Stockholm (dpa) - Das iranische Team «Sharif Rocs» hat am Mittwoch
in Stockholm die Weltmeisterschaft in der Königsklasse des
Roboterfußballs gewonnen. Im Finale für mittelgroße Roboter in der
Middle Size League besiegten die metallenen Computerkicker aus Iran
das «Azzura Robot Team» aus Rom mit 3:1.
Die Italiener hatten zuvor die «Ulm Sparrows» von der Universität
Ulm mit 4:1 und im Halbfinale den CS Freiburg mit 2:1 nach einer
hauchdünnen Entscheidung in der Verlängerung ausgeschaltet. Das
entscheidende Tor fiel, als ein italienischer Roboter von 50
Zentimeter Höhe den Ball um 0,04 Sekunden schneller in das
gegnerische Tor rollen konnte als sein Freiburger Kontrahent.

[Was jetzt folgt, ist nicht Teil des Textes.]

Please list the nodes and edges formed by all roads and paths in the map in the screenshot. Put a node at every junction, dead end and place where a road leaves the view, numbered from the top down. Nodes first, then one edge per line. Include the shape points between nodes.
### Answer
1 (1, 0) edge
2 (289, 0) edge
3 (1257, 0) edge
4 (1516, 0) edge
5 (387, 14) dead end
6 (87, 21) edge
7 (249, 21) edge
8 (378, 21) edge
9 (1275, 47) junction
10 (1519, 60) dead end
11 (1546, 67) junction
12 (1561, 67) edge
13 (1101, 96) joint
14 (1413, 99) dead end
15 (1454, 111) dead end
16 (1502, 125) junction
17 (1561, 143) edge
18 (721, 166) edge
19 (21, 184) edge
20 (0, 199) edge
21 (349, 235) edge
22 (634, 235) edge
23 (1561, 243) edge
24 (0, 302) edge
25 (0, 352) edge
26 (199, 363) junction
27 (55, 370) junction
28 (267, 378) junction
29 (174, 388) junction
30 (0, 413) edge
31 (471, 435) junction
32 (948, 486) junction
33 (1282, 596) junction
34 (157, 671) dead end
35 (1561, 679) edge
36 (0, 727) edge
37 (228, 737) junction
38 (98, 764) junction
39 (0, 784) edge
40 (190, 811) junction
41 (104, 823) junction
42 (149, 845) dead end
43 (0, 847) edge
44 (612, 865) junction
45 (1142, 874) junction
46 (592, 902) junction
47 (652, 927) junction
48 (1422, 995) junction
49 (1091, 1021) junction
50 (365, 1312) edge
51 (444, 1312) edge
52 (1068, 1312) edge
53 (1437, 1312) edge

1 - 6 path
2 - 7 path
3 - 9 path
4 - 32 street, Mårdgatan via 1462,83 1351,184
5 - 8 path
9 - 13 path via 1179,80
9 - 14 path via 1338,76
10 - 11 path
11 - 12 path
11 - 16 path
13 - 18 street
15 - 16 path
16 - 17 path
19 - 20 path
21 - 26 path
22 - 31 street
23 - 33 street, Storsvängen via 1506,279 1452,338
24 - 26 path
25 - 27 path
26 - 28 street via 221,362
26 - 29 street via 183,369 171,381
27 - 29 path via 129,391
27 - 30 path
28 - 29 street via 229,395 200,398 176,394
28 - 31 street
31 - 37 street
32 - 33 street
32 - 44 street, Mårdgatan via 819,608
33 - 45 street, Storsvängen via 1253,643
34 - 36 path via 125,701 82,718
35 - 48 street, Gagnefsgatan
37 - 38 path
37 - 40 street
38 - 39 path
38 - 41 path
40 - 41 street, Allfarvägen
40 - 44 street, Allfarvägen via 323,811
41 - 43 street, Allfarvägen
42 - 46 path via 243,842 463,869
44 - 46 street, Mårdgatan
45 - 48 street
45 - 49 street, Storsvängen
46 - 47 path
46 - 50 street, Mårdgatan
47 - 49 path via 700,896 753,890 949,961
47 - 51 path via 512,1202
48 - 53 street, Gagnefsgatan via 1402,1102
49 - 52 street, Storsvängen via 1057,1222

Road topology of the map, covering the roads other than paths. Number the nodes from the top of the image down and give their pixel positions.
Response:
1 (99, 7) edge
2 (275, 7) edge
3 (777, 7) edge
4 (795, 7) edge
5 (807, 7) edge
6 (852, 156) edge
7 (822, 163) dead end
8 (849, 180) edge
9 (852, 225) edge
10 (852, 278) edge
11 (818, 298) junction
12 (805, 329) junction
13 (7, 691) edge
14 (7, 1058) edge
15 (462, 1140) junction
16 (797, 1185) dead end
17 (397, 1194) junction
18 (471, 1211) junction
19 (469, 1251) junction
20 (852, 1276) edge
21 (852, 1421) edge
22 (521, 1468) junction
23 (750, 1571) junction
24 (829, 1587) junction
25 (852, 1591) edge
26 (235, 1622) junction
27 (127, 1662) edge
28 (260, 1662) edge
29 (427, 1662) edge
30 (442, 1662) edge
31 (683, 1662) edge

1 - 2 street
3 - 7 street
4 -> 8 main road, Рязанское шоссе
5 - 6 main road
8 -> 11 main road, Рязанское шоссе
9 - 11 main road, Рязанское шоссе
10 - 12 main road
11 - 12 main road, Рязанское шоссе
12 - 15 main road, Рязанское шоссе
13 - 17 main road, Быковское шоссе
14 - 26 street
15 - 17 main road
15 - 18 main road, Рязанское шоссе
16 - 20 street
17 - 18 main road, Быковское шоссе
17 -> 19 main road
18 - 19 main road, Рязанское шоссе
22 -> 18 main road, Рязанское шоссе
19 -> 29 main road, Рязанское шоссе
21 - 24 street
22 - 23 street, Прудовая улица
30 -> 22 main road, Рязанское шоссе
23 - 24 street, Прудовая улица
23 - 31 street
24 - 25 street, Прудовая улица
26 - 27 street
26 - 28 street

In den anderen beiden Klassen des Turniers am Rande des 16.
Weltkongresses für künstliche Intelligenz schafften deutsche Teams
zwar den Sprung ins Finale, verloren hier aber noch klarer als ihre
derzeit wenig erfolgreichen Kicker-Kollegen aus Fleisch und Blut. In
der Simulations-Liga verlor Magma Freiburg gegen CM United von der
US-Universität Carnegie mit 0:4.
Bei den bis zu 15 Zentimetern hohen Klein-Robotern in Small Robot
League fiel die Niederlager für die FU Fighters von der Freien
Universität Berlin gegen die Big Reds aus Cornell in den USA mit 14:0
noch viel höher aus. Zu den Endspielen fanden sich etwa 1 000
Zuschauer ein, deren frenetische Anfeuersrufe bei den
computergesteuerten Robotern aber wirkungslos blieben.